◆ Records to use ◆

^^^^^^^^

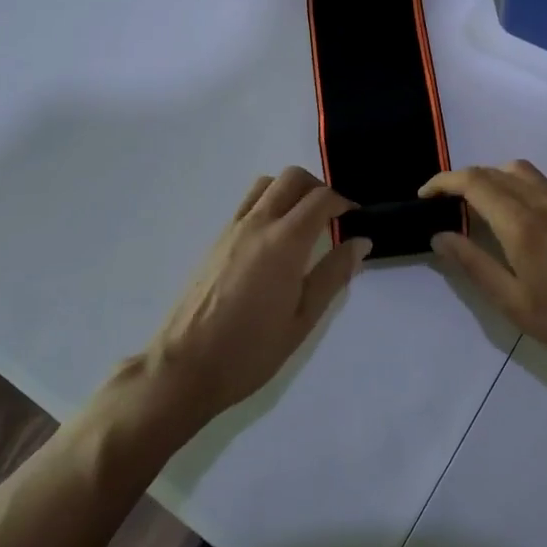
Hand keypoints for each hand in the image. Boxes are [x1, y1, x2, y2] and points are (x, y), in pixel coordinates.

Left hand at [142, 167, 368, 424]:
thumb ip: (334, 274)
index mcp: (285, 242)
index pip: (321, 199)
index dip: (344, 202)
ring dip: (290, 190)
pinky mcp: (216, 240)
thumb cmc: (251, 350)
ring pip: (266, 184)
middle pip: (292, 178)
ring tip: (303, 222)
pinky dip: (269, 203)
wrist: (184, 367)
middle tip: (332, 216)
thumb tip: (361, 242)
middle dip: (318, 188)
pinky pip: (248, 203)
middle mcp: (258, 224)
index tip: (356, 219)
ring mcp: (232, 229)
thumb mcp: (303, 319)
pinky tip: (275, 240)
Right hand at [422, 160, 546, 388]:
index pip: (473, 182)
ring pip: (517, 170)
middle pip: (492, 171)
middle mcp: (541, 201)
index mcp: (521, 222)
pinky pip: (536, 182)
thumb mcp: (512, 302)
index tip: (423, 196)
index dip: (443, 183)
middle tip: (442, 204)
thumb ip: (473, 264)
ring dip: (489, 177)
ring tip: (472, 206)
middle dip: (461, 179)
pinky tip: (508, 214)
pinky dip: (511, 184)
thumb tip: (439, 236)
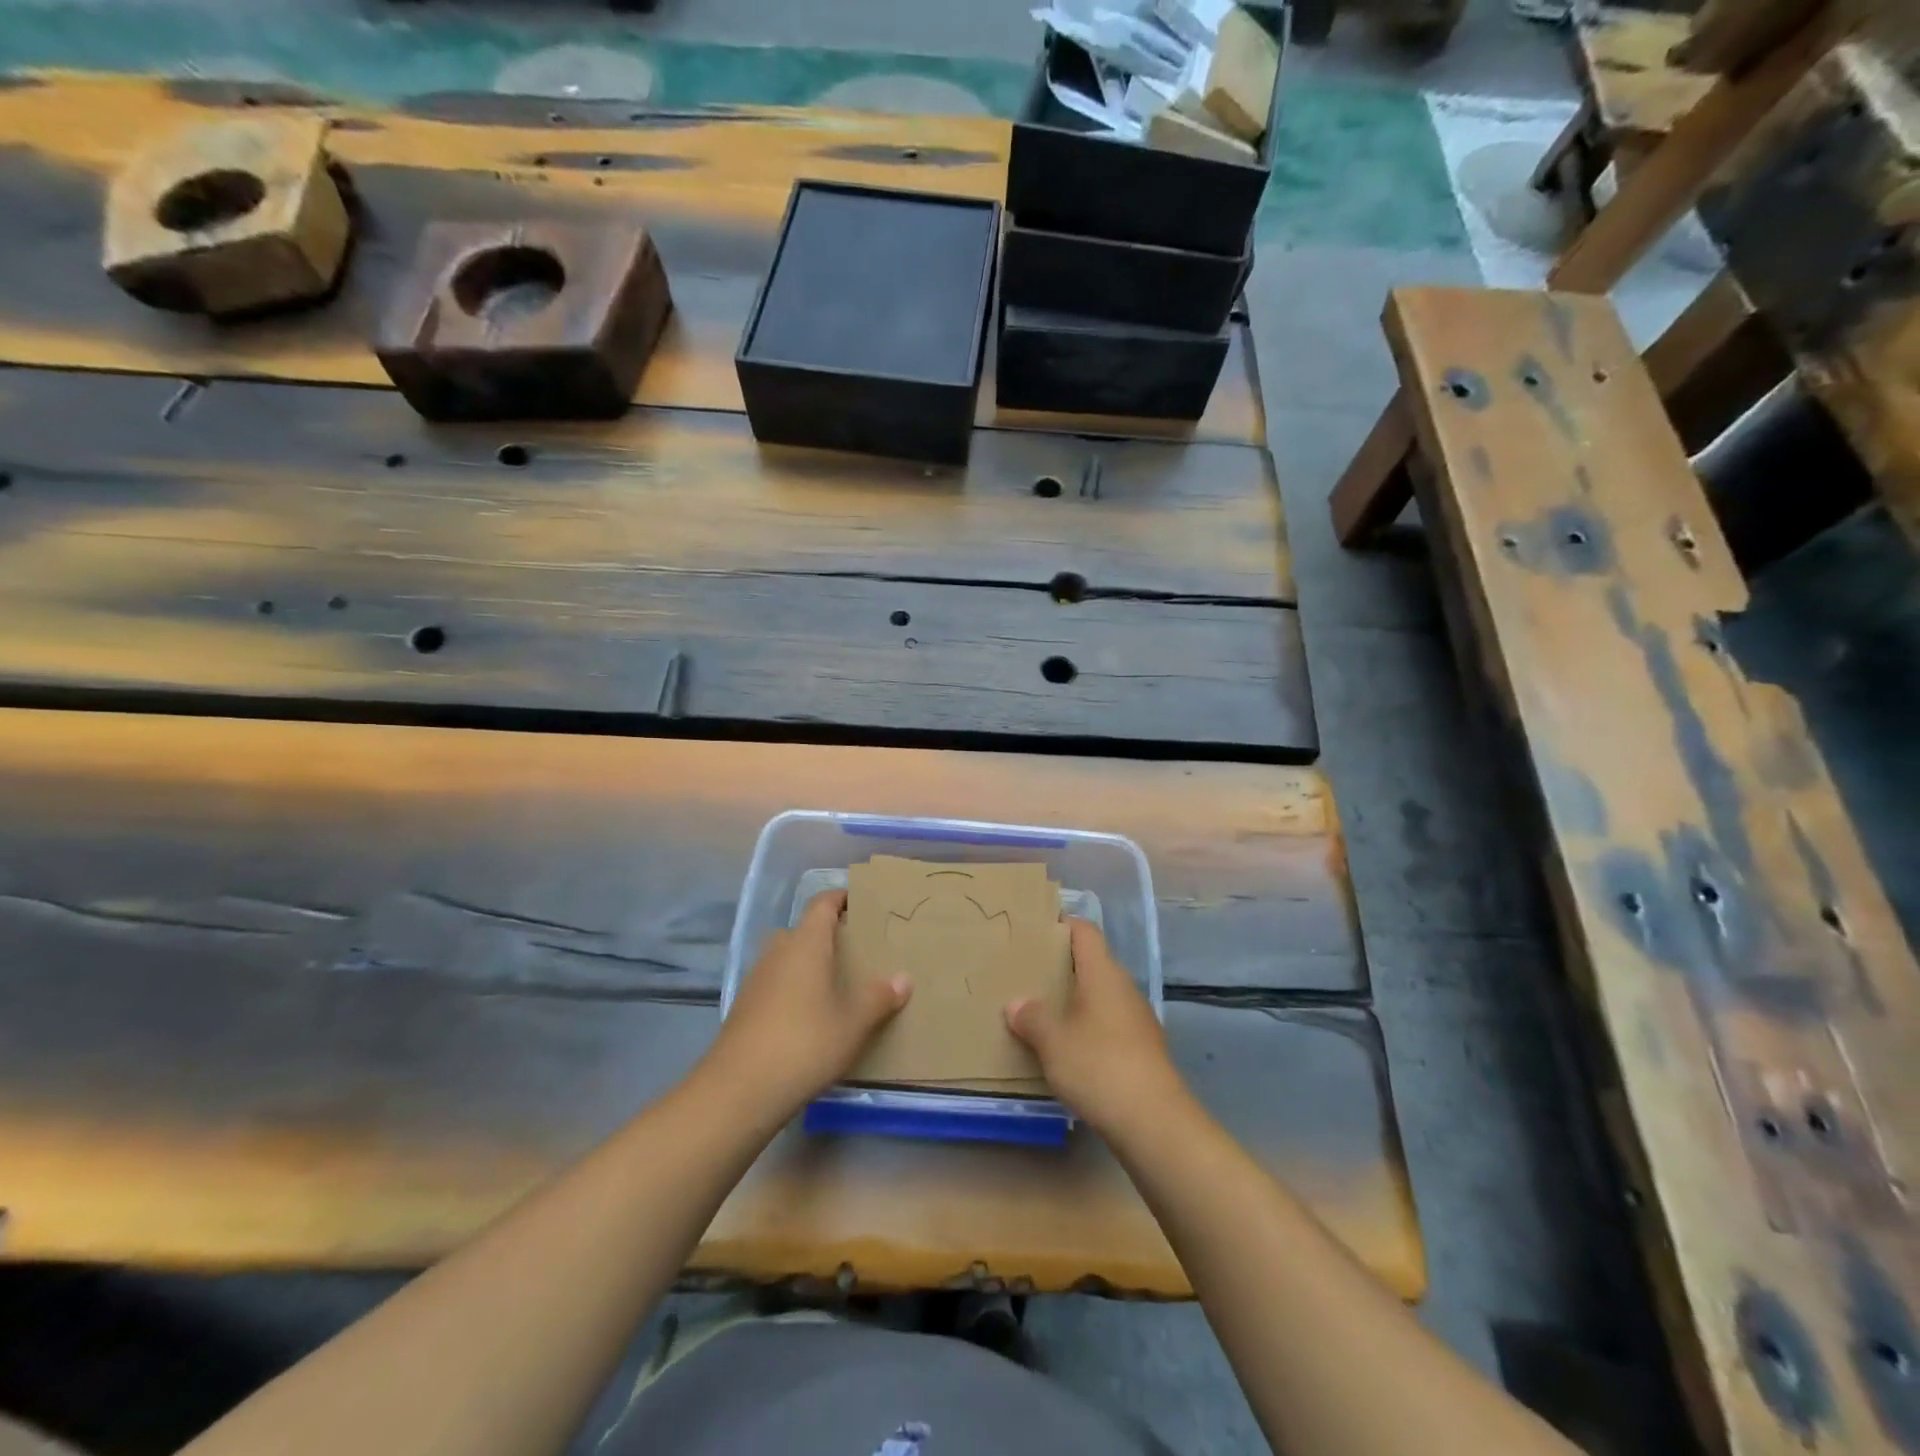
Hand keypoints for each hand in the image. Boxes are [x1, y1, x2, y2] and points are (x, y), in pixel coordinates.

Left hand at [704, 890, 909, 1119]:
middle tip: (860, 951)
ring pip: (789, 958)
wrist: (739, 1090)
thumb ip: (879, 997)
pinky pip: (778, 983)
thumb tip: (903, 978)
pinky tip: (812, 1016)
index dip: (842, 897)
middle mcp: (779, 951)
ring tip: (840, 984)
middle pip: (805, 930)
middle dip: (830, 935)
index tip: (864, 903)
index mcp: (806, 942)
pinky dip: (796, 989)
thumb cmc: (805, 1043)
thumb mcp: (854, 1022)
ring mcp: (758, 979)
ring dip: (811, 964)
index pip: (823, 903)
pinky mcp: (746, 1007)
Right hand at [1005, 918, 1187, 1136]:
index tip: (1035, 928)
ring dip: (1075, 1000)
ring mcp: (1137, 1019)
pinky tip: (1069, 1048)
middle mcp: (1123, 987)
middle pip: (1092, 963)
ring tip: (1042, 1011)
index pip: (1084, 931)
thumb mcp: (1052, 1041)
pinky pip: (1109, 1024)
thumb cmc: (1098, 1066)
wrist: (1155, 1122)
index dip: (1062, 924)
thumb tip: (1016, 1003)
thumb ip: (1032, 1017)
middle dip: (1062, 966)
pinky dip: (1088, 1027)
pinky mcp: (1143, 1049)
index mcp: (1103, 973)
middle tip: (1028, 973)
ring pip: (1100, 996)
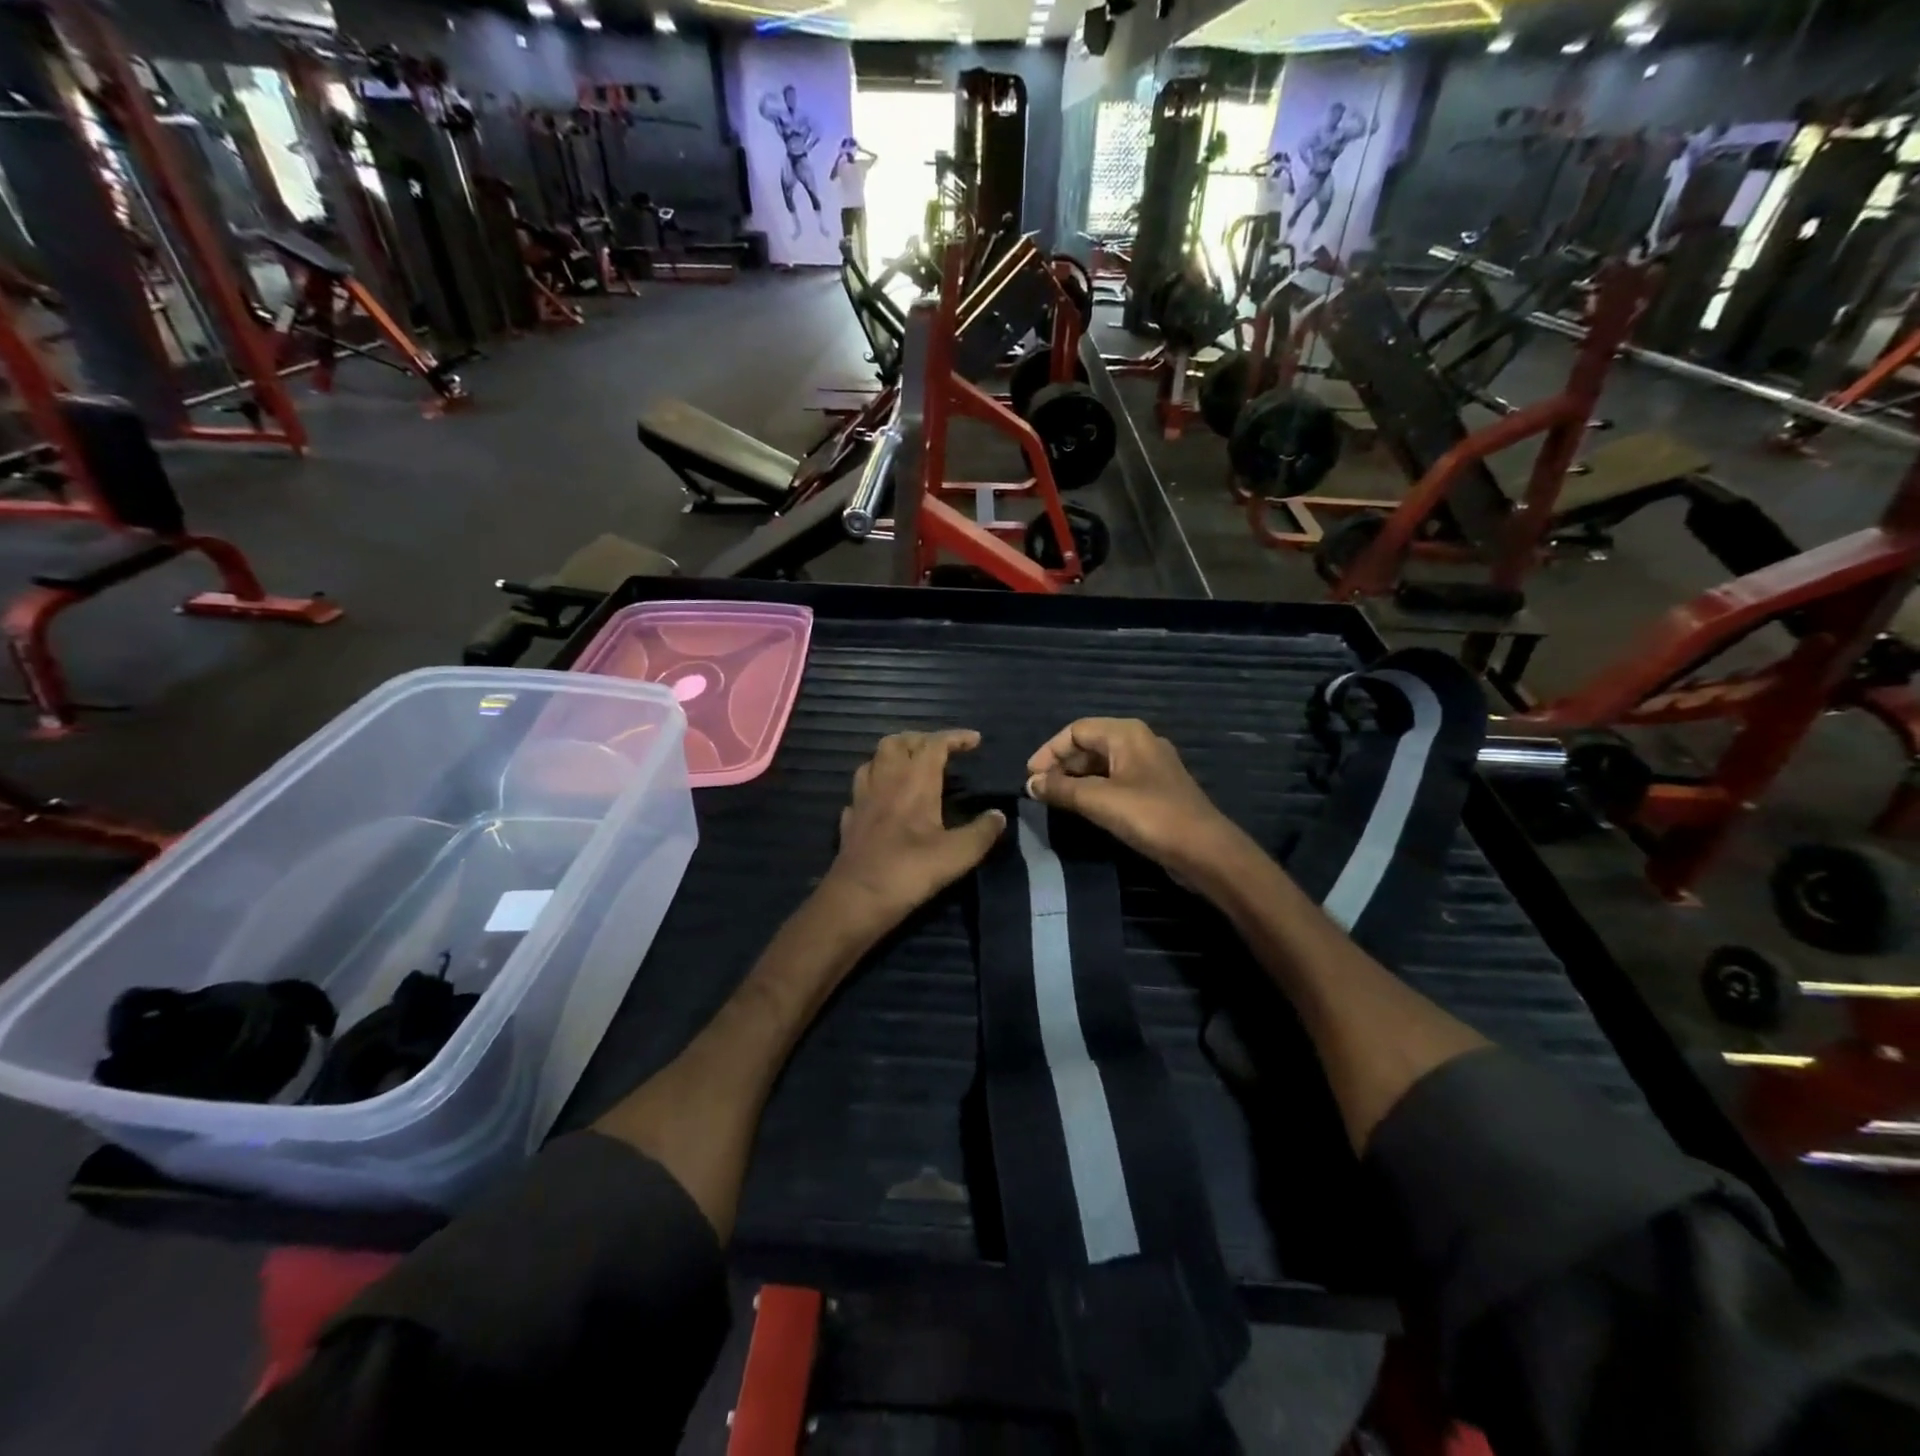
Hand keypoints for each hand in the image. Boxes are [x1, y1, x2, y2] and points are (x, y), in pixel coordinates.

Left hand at [823, 729, 1006, 935]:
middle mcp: (886, 780)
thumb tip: (999, 816)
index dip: (955, 737)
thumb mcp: (959, 854)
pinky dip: (875, 786)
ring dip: (893, 756)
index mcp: (914, 781)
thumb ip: (982, 832)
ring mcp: (862, 798)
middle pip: (897, 742)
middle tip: (941, 751)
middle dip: (921, 739)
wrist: (858, 898)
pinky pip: (861, 790)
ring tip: (911, 767)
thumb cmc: (910, 870)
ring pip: (873, 760)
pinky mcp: (850, 819)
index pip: (934, 744)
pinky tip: (883, 800)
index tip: (974, 740)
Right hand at [1025, 719, 1249, 886]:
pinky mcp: (1155, 790)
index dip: (1049, 751)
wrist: (1204, 851)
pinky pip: (1116, 780)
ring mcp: (1149, 766)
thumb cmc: (1150, 816)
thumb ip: (1061, 789)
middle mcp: (1139, 742)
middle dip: (1061, 765)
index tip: (1030, 778)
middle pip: (1089, 744)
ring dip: (1076, 779)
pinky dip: (1094, 790)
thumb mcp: (1099, 800)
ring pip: (1102, 764)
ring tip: (1056, 801)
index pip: (1076, 730)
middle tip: (1040, 791)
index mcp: (1127, 733)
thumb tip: (1030, 784)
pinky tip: (1083, 809)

^^^^^^^^

◆ What to produce ◆
Please give the number of lines in the data where "Left" appears, without any other words.

◆ Completed exercise ◆
3